-- PROBLEM DETAILS --
Below is a block of records. Copy every line in it that contains the word "Lorscher".

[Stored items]
* * * * *

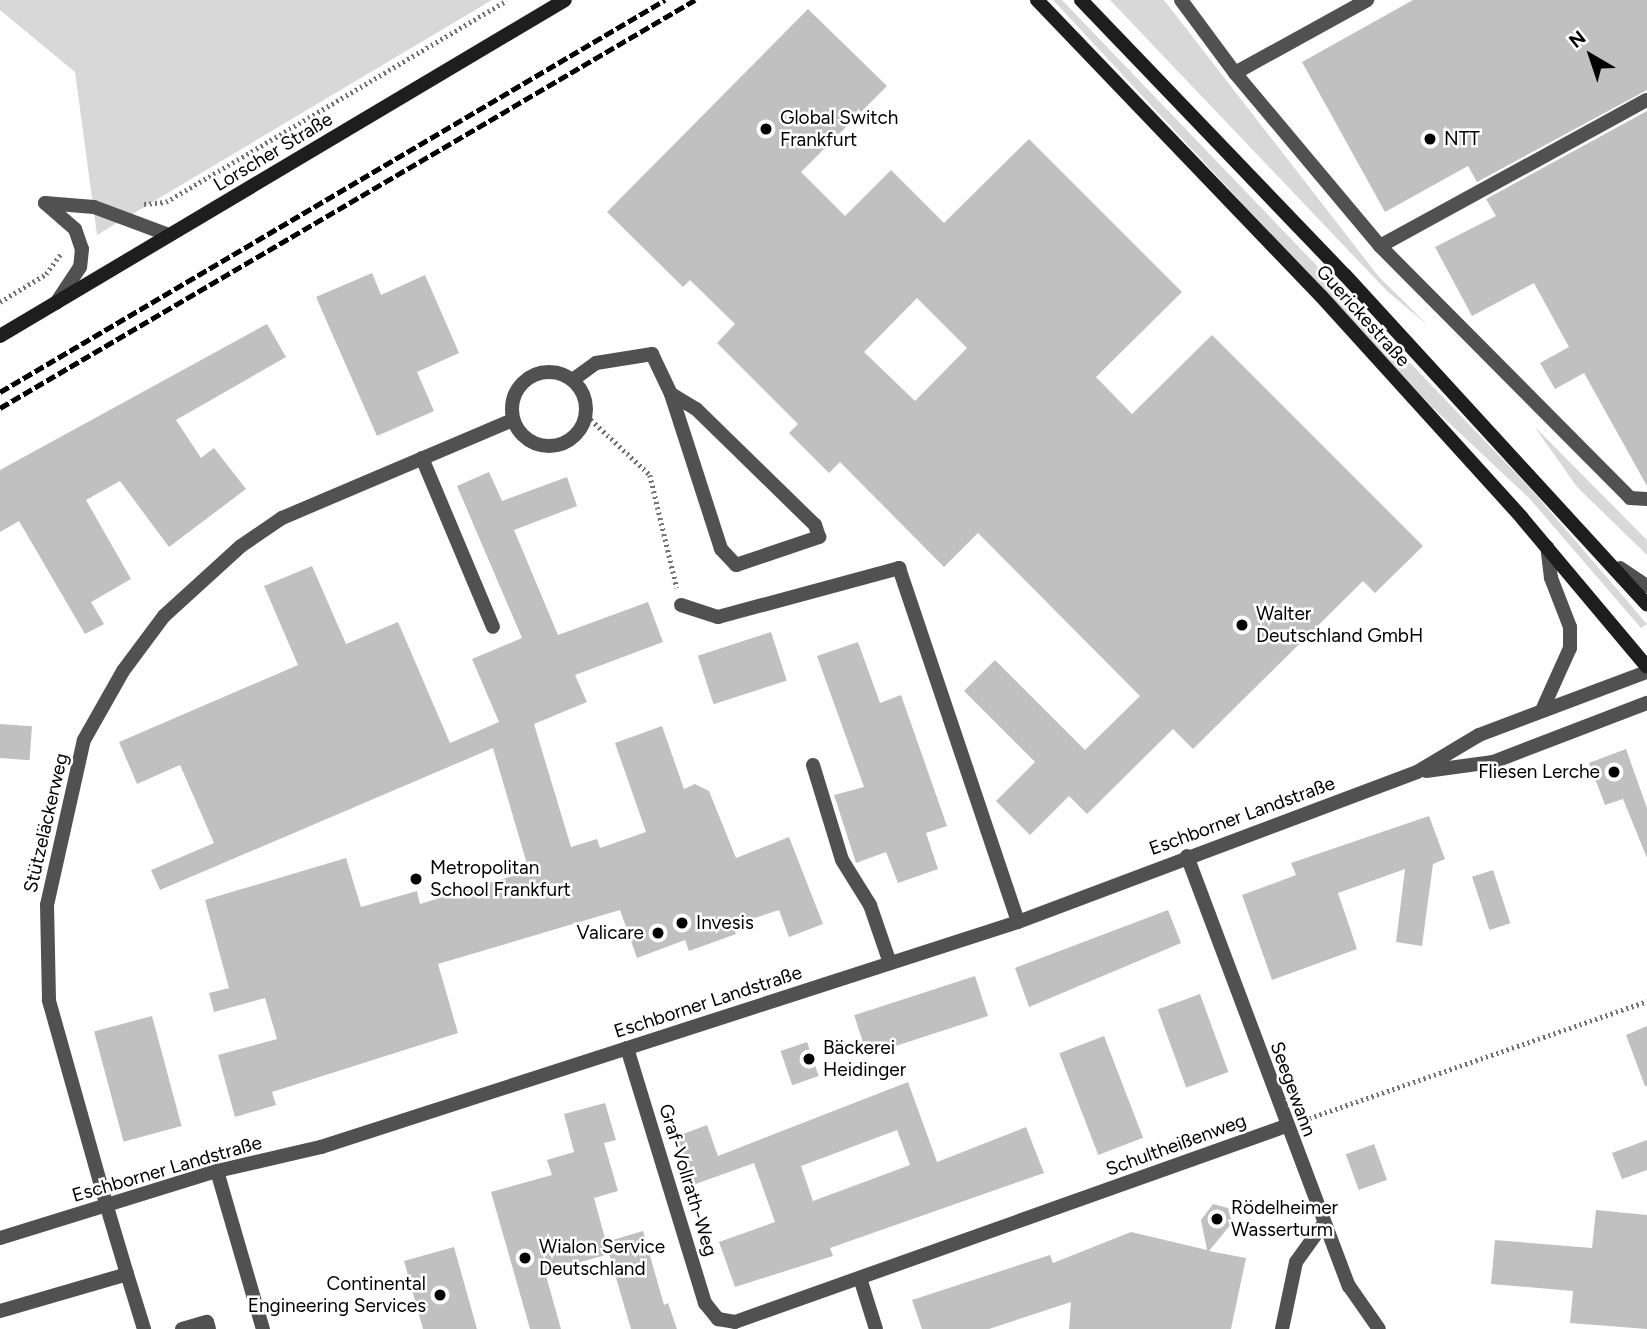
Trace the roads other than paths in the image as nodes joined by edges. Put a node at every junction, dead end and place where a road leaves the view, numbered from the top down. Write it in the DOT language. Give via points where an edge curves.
graph roads {
  1 [pos="565,0"];
  2 [pos="1037,0"];
  3 [pos="1081,0"];
  4 [pos="1181,0"];
  5 [pos="1367,0"];
  6 [pos="1235,73"];
  7 [pos="1647,100"];
  8 [pos="169,235"];
  9 [pos="1380,246"];
  10 [pos="56,303"];
  11 [pos="0,336"];
  12 [pos="573,379"];
  13 [pos="671,394"];
  14 [pos="513,420"];
  15 [pos="422,458"];
  16 [pos="1647,499"];
  17 [pos="1547,547"];
  18 [pos="1620,568"];
  19 [pos="1647,586"];
  20 [pos="1647,604"];
  21 [pos="681,605"];
  22 [pos="494,627"];
  23 [pos="1647,670"];
  24 [pos="1647,703"];
  25 [pos="1543,708"];
  26 [pos="813,765"];
  27 [pos="1417,772"];
  28 [pos="1187,856"];
  29 [pos="1018,922"];
  30 [pos="890,963"];
  31 [pos="627,1048"];
  32 [pos="1286,1126"];
  33 [pos="217,1171"];
  34 [pos="107,1207"];
  35 [pos="1324,1223"];
  36 [pos="0,1238"];
  37 [pos="127,1274"];
  38 [pos="860,1278"];
  39 [pos="0,1311"];
  40 [pos="718,1319"];
  41 [pos="738,1325"];
  42 [pos="144,1329"];
  43 [pos="182,1329"];
  44 [pos="209,1329"];
  45 [pos="263,1329"];
  46 [pos="876,1329"];
  47 [pos="1282,1329"];
  48 [pos="1379,1329"];
  1 -- 8 [label="main road, Lorscher Straße"];
  2 -- 17 [label="main road, Guerickestraße" via="1321,296"];
  3 -- 18 [label="main road, Guerickestraße"];
  4 -- 6 [label="street"];
  5 -- 6 [label="street"];
  6 -- 9 [label="street"];
  7 -- 9 [label="street"];
  8 -- 10 [label="main road, Lorscher Straße"];
  8 -- 10 [label="street" via="93,207 45,203 78,234 82,249 80,267"];
  9 -- 16 [label="street" via="1630,498"];
  10 -- 11 [label="main road, Lorscher Straße"];
  12 -- 13 [label="street" via="596,363 646,351"];
  12 -- 14 [label="street" via="553,370 534,374 521,383 511,404"];
  12 -- 14 [label="street" via="586,397 587,416 578,435 559,446 543,447 521,435"];
  13 -- 13 [label="street" via="729,560 744,566 820,537 815,525 706,419"];
  14 -- 15 [label="street, Stützeläckerweg"];
  15 -- 22 [label="street"];
  15 -- 34 [label="street, Stützeläckerweg" via="282,518 202,578 124,671 85,740 47,905 48,1000"];
  17 -- 23 [label="main road, Guerickestraße"];
  17 -- 25 [label="street" via="1551,578 1570,626 1570,648"];
  18 -- 19 [label="street"];
  18 -- 20 [label="main road, Guerickestraße"];
  21 -- 29 [label="street" via="718,617 898,568"];
  23 -- 25 [label="street, Eschborner Landstraße"];
  24 -- 27 [label="street, Eschborner Landstraße" via="1493,762"];
  25 -- 27 [label="street, Eschborner Landstraße" via="1479,735"];
  26 -- 30 [label="street" via="842,860 870,905"];
  27 -- 28 [label="street, Eschborner Landstraße"];
  28 -- 29 [label="street, Eschborner Landstraße"];
  28 -- 32 [label="street, Seegewann"];
  29 -- 30 [label="street, Eschborner Landstraße"];
  30 -- 31 [label="street, Eschborner Landstraße"];
  31 -- 33 [label="street, Eschborner Landstraße" via="321,1147"];
  31 -- 40 [label="street, Graf-Vollrath-Weg" via="705,1303"];
  32 -- 35 [label="street, Seegewann"];
  32 -- 38 [label="street, Schultheißenweg"];
  33 -- 34 [label="street, Eschborner Landstraße"];
  33 -- 45 [label="street"];
  34 -- 36 [label="street, Eschborner Landstraße"];
  34 -- 37 [label="street, Stützeläckerweg"];
  35 -- 47 [label="street" via="1296,1262"];
  35 -- 48 [label="street, Seegewann" via="1349,1286"];
  37 -- 39 [label="street"];
  37 -- 42 [label="street, Stützeläckerweg"];
  38 -- 41 [label="street, Schultheißenweg"];
  38 -- 46 [label="street"];
  40 -- 41 [label="street, Schultheißenweg"];
  43 -- 44 [label="street" via="207,1322"];
}
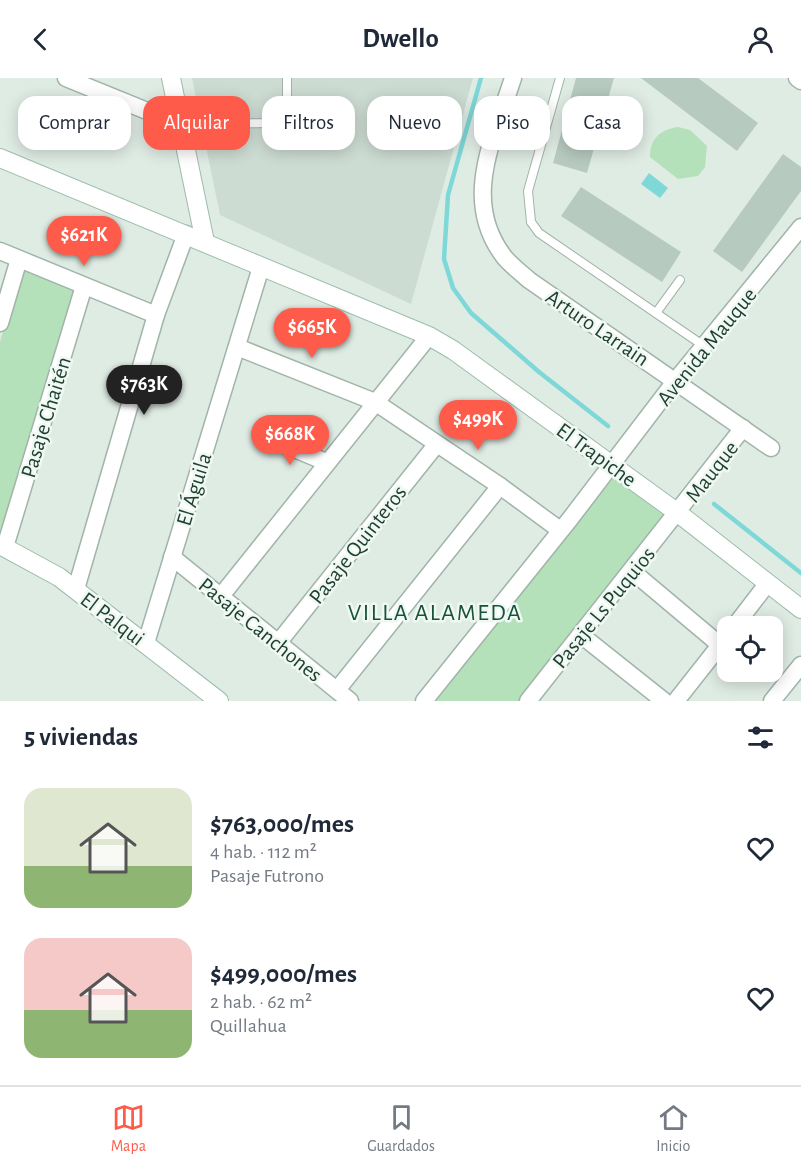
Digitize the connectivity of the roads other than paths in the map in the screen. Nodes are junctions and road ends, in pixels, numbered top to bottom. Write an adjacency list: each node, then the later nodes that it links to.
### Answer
1 (66, 78): 9 (street)
2 (171, 78): 8 (street)
3 (287, 78): 10 (lane)
4 (513, 78): 27 (street, Arturo Larrain)
5 (560, 78): 21 (lane)
6 (797, 78): 7 (street)
7 (801, 81)
8 (174, 96)
9 (143, 110)
10 (250, 123)
11 (184, 150): 15 (street)
12 (0, 158): 14 (street, El Trapiche)
13 (801, 227): 25 (street, Avenida Mauque)
14 (186, 234): 15 (street, El Trapiche); 22 (street)
15 (205, 242): 18 (street, El Trapiche)
16 (0, 251): 17 (street)
17 (19, 259): 20 (street); 23 (street)
18 (261, 267): 24 (street, El Trapiche); 26 (street, El Águila)
19 (680, 280): 21 (lane)
20 (84, 286): 22 (street); 38 (street, Pasaje Chaitén)
21 (656, 313): 25 (lane)
22 (156, 315): 42 (street)
23 (0, 323)
24 (429, 336): 28 (street); 34 (street, El Trapiche)
25 (705, 346): 27 (street, Avenida Mauque)
26 (237, 347): 28 (street); 39 (street, El Águila)
27 (676, 380): 29 (street, Arturo Larrain); 34 (street, Avenida Mauque)
28 (375, 402): 31 (street); 33 (street)
29 (743, 428): 32 (street, Arturo Larrain); 36 (street, Mauque)
30 (267, 438): 33 (street)
31 (436, 445): 35 (street); 49 (street, Pasaje Quinteros)
32 (771, 448)
33 (326, 462): 43 (street)
34 (612, 465): 36 (street, El Trapiche); 37 (street, Avenida Mauque)
35 (501, 486): 37 (street); 52 (street)
36 (678, 513): 40 (street, Pasaje Ls Puquios); 41 (street, El Trapiche)
37 (560, 530): 56 (street, Avenida Mauque)
38 (3, 546): 42 (street, El Palqui)
39 (172, 557): 43 (street, Pasaje Canchones); 48 (street, El Águila)
40 (632, 571): 46 (street, Pasaje Ls Puquios); 47 (street)
41 (767, 584): 44 (street, El Trapiche); 45 (street)
42 (76, 589): 48 (street, El Palqui)
43 (221, 596): 49 (street, Pasaje Canchones)
44 (801, 609)
45 (742, 616)
46 (581, 635): 54 (street, Pasaje Ls Puquios); 57 (street)
47 (717, 635)
48 (146, 643): 55 (street, El Palqui)
49 (278, 643): 52 (street, Pasaje Canchones)
50 (717, 649): 58 (street)
51 (801, 665): 53 (street)
52 (344, 696)
53 (781, 698)
54 (532, 699)
55 (219, 701)
56 (424, 701)
57 (664, 701)
58 (676, 701)

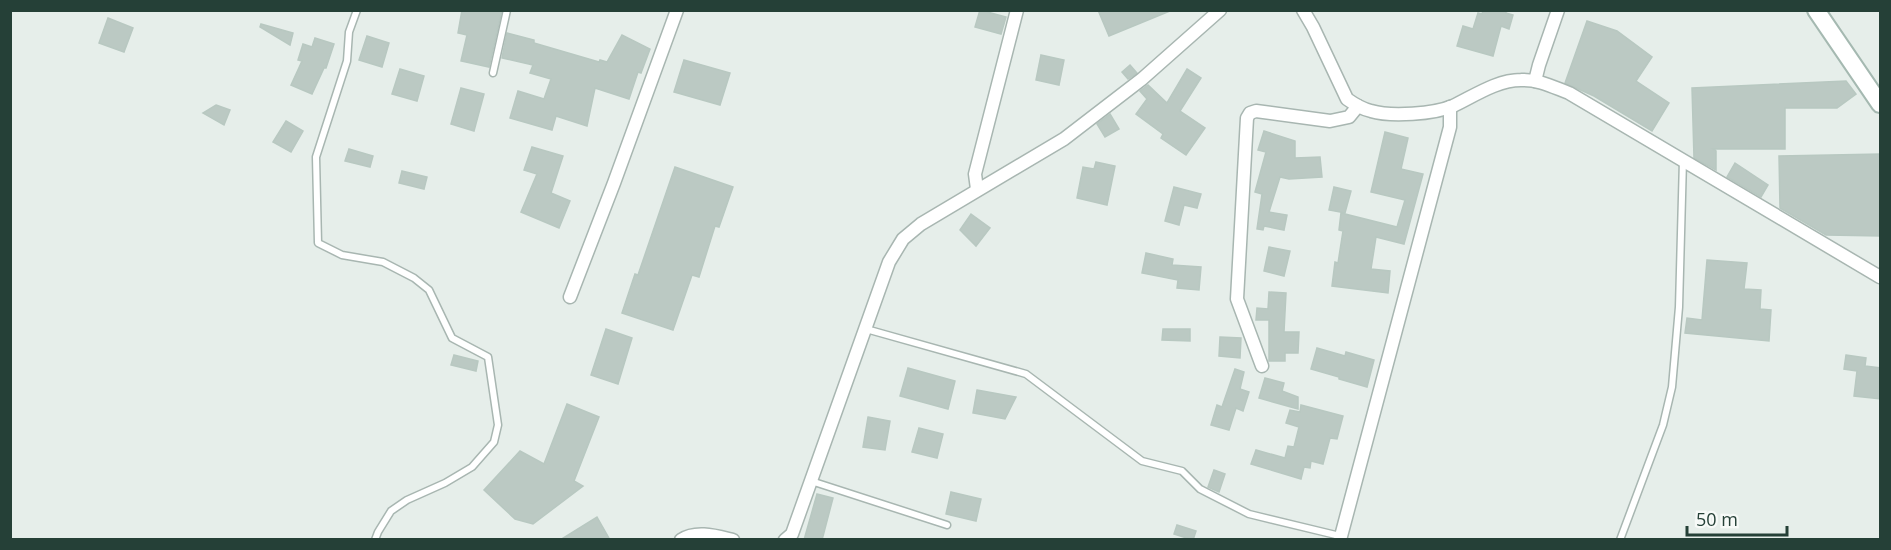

* * * * *

-- RESULT BELOW --
  1 -- 8 [label="main road, Lorscher Straße"];
  8 -- 10 [label="main road, Lorscher Straße"];
  10 -- 11 [label="main road, Lorscher Straße"];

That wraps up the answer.